As you've discovered, you've found a 'solution' that actually breaks the system, making it perform sub-optimally. There's a lot of well intended advice that helps you do that, but they all fail to take into account what's really happening. AMD's explained a lot of it (go look for Robert Halleck's posts in the AMD sub-Reddit if you're interested) but an overclocker called Buildzoid (go look for his YouTube channel) has run several on-line experiments with instrumented motherboards that illustrate what's happening too. Another overclocker - TheStilt - has also provided a lot of good information on Ryzen internals, both from his experiments and (possibly) contacts at AMD.

While this somewhat applies to all Ryzen generations, it's very much the case with 2nd gen. Ryzen boosts from idle to maximum boost clocks as often as it finds thermal and power (voltage) margins. Those boosts are on ONE SINGLE core at a time and it moves boosting to other cores frequently to spread it around.

Ryzen processors have multiple thermal sensors scattered all over the CPU so the temperature reading you see is hottest one at that moment. It's also highly localized as it is one extremely tiny area of the die and therefore NOT a true representation of the thermal state of the CPU as a whole. You can imagine how this works by lighting a match in your room; the match is very hot, but the room temperature is unaffected. Just as you can not cool off that match by turning up the AC in your room, setting a super high fan speed on a big radiator will not cool down a temp spike as the processor boosts.

That's why setting a fixed fan speed up to about 65-70C works, not to cool the spikes but to calm fan pulsing. Just make sure it's a LOW or barely audible speed so it's not annoying most of the time. As temperature gets above 70C it will stop boosting as high, but it still boosts. It stays well above base clock speed on my 3700X all the way to 90C (at which point I stop any stress test I'm running on principle) with the biggest drop off only occuring at about 80C. The point is: although it may not be as high it's still boosting as that's the way Ryzen is meant to work.

But you should also set up the processor to work exactly as it's meant to work. Run the AMD Ryzen Balanced Power plan and DO NOT lower the minimum CPU power state from it's 99% setting. That basically tells Ryzen to stop managing itself, which it does up to 100 times a second, and let Windows' much slower power management routines take over. It can't perform optimally if you're disabling the features that make it work.

Along with that, set up BIOS: enable AMD Cool n quiet, enable Advanced C States, enable Processor CPPC and CPPC Preferred Cores.

Also be sure to run both CPU clock and Vcore in AUTO settings; you might lower VCore some but use OFFSET adjustment NEVER fixed adjustment. For Ryzen's boosting to work right, and protect itself in high-load situations, it has to be able to raise and lower voltage as needed.

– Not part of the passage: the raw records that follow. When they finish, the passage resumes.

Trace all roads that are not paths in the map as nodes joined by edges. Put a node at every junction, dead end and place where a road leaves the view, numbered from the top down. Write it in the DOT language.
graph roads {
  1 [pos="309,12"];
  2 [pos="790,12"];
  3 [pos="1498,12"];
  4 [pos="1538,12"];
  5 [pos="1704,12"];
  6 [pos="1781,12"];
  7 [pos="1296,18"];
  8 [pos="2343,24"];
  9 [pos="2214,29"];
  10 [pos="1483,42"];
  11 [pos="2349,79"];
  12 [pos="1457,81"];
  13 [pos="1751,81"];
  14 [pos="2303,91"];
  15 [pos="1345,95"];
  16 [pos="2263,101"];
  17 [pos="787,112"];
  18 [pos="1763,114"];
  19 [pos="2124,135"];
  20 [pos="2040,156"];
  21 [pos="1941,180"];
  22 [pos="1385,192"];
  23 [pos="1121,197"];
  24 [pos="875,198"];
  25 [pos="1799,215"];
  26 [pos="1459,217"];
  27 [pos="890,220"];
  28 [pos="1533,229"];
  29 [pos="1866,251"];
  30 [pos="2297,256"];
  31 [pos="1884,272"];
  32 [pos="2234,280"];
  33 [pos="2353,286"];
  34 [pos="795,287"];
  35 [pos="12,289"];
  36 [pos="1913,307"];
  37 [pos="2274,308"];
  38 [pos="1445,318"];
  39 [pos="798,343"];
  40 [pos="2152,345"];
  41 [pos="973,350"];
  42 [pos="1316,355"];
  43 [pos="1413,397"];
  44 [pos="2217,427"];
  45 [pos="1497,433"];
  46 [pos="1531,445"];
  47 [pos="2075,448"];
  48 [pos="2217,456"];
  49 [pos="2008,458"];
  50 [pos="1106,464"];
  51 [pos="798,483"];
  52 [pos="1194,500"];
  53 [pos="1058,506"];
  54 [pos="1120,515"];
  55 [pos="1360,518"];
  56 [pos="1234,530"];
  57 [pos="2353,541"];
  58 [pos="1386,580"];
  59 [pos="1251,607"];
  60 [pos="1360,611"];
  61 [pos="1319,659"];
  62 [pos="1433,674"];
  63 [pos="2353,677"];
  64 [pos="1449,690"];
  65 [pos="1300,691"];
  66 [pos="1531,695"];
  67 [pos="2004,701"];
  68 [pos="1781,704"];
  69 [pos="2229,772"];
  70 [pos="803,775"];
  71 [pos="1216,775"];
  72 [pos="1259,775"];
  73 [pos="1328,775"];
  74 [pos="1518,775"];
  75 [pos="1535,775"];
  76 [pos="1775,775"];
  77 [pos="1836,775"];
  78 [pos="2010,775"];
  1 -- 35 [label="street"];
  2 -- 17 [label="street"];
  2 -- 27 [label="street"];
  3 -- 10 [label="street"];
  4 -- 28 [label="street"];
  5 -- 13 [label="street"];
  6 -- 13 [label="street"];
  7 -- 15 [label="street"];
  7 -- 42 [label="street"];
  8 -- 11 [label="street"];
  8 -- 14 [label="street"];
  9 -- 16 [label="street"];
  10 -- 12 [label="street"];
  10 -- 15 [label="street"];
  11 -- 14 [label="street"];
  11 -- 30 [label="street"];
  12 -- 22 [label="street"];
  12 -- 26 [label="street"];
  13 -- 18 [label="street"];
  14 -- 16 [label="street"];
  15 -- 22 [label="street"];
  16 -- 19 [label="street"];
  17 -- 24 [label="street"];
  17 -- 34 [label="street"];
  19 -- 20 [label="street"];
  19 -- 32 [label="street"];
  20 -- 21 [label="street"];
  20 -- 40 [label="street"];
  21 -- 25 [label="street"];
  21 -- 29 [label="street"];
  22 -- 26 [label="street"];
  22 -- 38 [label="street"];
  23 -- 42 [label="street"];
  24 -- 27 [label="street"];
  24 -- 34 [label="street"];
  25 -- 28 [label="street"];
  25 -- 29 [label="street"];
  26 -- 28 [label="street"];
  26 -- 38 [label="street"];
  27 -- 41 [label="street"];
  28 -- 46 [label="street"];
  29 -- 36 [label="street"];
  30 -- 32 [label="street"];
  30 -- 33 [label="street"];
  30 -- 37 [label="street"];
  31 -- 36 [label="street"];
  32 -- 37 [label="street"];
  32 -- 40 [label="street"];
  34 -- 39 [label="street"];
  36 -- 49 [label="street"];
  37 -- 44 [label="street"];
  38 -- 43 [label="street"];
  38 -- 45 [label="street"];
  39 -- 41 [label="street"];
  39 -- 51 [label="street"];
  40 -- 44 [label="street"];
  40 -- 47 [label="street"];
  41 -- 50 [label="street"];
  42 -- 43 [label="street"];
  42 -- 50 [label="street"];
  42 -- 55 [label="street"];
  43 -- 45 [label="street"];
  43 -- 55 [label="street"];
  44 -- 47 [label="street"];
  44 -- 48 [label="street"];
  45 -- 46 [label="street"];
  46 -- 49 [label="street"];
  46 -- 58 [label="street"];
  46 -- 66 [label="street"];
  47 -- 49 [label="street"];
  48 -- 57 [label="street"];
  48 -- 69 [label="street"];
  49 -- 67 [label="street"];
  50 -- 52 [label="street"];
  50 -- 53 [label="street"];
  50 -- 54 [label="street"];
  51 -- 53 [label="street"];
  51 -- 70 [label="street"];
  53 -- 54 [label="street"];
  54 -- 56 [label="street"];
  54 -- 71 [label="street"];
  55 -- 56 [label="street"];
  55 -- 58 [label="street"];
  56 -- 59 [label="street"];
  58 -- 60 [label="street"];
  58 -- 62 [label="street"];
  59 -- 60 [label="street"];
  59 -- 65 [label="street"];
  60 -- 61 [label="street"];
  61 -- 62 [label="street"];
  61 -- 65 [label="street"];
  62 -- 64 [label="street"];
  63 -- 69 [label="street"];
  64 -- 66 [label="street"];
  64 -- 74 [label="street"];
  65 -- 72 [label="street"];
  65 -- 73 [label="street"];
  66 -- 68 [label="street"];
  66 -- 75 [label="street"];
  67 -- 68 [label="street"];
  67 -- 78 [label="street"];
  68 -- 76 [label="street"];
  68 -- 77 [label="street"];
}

Also: stop using old utilities to monitor Ryzen temperatures, most (like HWMonitor) report only the instantaneous, spikey temps directly from the sensors. Get Ryzenmaster and look at it's temperature reading which shows the true thermal state by integrating and averaging all the sensors together. HWInfo64 also has a Tdie Average readout that does something similar. They will be much more reflective of the true thermal state of the processor.

While it's always great to run at lower temperature, don't be afraid of it. Ryzen's Tjmax is 95C and it will go there, if you let it, under extreme processing loads, i.e., Prime95. We don't want it to though, I even set a platform thermal limit at 85C. I'm also running with PBO tweaked as far as my motherboard will allow (I think). My 3700X is under a 240mm AIO and in no rendering workload has ever gotten it even to 80C; in FAH it stays around 75C constantly. I feel those are 'safe' temperatures since voltage is also dropping way down which also lowers core current.

It will get to 85C (my platform limit) in the right Prime95 factoring but that's extreme and un-real; even then it's still boosting to 4.125Ghz. Base clock on 3700x is 3.6Ghz, so that's quite a nice overclock IMO (using PBO) since voltage is running around 1.25-1.275V at the time.

By the way: if I do not run PBO, but keep all the other settings as above, it will drop to base clock, 3.6Ghz, in a heavy Prime95 workload, with lower clocks at all intermediate workloads too. So benchmarks go down... it makes a real performance impact to not use PBO.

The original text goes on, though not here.